Example: If you don’t live in a certain candidates’ district that’s running for state representative, don’t sign their petition just because you want to help them. When it comes time to check the petitions, a sharp-eyed campaign staffer will catch the fraud.
There are big thick books filled with names, addresses, and political party affiliation of every single registered voter in the City of Philadelphia. Voters are listed street by street, to road to road, to avenues and boulevards. Campaign staffers who are assigned by the campaign manager or by the candidate to go to the city Commissioner’s office on Spring Garden Street are comparing information presented on the petitions against information in the city of Philadelphia Commissioners’ office computer system.
As campaign staffers find mistakes or bold fraud on certain petitions, those names get knocked off.

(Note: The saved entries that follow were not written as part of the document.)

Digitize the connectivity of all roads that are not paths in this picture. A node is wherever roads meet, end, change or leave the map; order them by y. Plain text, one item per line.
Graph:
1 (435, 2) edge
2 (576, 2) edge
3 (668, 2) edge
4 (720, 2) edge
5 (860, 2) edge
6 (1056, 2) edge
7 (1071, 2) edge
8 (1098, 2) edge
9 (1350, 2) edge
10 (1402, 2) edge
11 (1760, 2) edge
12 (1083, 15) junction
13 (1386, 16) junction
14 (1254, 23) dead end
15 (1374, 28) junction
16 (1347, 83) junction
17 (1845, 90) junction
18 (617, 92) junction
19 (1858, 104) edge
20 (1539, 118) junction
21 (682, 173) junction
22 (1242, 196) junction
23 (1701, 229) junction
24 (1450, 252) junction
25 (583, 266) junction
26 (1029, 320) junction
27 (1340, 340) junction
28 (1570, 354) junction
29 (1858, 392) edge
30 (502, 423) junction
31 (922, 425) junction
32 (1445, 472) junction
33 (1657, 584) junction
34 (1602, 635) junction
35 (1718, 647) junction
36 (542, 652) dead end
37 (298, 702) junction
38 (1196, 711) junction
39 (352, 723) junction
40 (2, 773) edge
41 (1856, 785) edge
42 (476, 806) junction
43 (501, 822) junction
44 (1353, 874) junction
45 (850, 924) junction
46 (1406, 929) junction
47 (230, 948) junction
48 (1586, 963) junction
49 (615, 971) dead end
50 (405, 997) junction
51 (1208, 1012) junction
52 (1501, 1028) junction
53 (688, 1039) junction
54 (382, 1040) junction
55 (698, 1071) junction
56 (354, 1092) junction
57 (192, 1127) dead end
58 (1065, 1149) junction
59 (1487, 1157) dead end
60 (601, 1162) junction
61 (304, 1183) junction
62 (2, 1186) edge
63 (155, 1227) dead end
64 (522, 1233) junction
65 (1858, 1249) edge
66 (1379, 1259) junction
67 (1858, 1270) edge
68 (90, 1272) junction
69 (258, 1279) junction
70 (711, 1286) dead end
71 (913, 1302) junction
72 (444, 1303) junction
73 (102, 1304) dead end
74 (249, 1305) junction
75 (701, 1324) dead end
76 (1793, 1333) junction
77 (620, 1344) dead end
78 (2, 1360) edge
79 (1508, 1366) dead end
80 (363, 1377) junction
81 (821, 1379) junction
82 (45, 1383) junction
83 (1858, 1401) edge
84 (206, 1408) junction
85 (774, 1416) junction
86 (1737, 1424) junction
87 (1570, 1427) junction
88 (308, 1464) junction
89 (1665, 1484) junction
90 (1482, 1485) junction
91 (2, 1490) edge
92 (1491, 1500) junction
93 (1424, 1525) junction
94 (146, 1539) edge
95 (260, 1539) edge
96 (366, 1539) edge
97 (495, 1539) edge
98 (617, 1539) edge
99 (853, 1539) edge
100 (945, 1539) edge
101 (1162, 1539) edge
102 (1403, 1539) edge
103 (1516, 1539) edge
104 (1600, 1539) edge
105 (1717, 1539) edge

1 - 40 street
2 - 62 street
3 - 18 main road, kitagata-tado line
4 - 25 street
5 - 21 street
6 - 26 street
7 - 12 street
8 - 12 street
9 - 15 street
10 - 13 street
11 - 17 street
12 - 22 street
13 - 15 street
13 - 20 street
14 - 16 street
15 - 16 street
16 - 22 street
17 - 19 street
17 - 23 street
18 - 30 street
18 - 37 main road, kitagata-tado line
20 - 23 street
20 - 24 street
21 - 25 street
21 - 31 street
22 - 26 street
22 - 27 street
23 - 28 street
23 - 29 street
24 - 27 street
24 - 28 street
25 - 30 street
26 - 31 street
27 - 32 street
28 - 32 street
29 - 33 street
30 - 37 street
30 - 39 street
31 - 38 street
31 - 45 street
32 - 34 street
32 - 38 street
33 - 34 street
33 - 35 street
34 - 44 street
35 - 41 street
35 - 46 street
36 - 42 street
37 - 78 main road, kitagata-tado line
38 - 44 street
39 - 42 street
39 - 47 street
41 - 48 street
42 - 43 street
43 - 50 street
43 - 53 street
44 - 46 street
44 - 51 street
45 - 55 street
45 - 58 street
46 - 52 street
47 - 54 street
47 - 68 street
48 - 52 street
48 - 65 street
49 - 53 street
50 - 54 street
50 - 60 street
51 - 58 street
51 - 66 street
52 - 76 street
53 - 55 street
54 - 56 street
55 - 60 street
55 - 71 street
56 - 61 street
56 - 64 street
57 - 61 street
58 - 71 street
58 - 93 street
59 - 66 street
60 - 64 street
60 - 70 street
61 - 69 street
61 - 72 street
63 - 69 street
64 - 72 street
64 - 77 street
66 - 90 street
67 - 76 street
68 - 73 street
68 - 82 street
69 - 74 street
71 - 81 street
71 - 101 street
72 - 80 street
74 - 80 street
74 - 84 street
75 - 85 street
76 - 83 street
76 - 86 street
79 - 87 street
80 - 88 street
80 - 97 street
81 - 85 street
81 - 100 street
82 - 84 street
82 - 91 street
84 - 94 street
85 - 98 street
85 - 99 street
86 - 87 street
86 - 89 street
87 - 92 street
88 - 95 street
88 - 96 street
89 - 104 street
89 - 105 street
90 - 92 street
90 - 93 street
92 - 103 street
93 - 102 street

Depending on which office you are running for, you have to turn in a certain number of correct and honest petitions when you run for office in Philadelphia. For example: let’s say you’re running for state representative, and you need fifteen hundred good and honest signatures to qualify you to run. If you are a lazy candidate with a lazy campaign manager, you’ll turn in exactly fifteen hundred signatures on the deadline date. Then when it comes time for petitions to be checked, it’s determined that you have thirty bad signatures on some of the petitions you turned in. You can try and fight it in court, but once you lose, and you will lose if addresses or dates are missing, or you have dead people’s names and signatures, you will lose in court. And you will not have your name on the ballot for the election.
If you cannot get through the petition process, go sit down and try again–next election cycle when the office you want to run for is up for grabs again. Petitions can make or break a campaign right at the beginning.
Candidates beware of lazy petition circulators. They can kill your political campaign before you even get started. Petition circulators should have some training before they hit the streets, so they know what they are doing. They should also be registered voters themselves, and there is a place on the petition where the circulator themselves are supposed to sign their names. If a petition circulator’s name is missing from a petition that’s grounds to throw out the entire petition sheet. Those types of mistakes are the kind of thing that can sink a campaign.
The following information comes directly from the Philadelphia City Commissioners web site:
On February 23, 2022, the Pennsylvania Supreme Court announced the petition calendar for the Congressional and Statewide candidates but not state legislative offices. For Congressional and Statewide candidates, the first day to circulate and file nomination petitions was February 25, 2022, and the last day to circulate and file is March 15, 2022. The order did not specify if this calendar applies to candidates for the Democratic and Republican City Committee. The Pennsylvania Department of State filed a request for clarification to the Court’s February 23rd order–requesting that the local committee petitions coincide with the state legislative races and Delaware County sought to intervene, requesting that the local committee petitions coincide with Congressional and Statewide candidates. On February 25, 2022, the Philadelphia City Commissioners made petitions available online at PhiladelphiaVotes.com or in City Hall Room 142.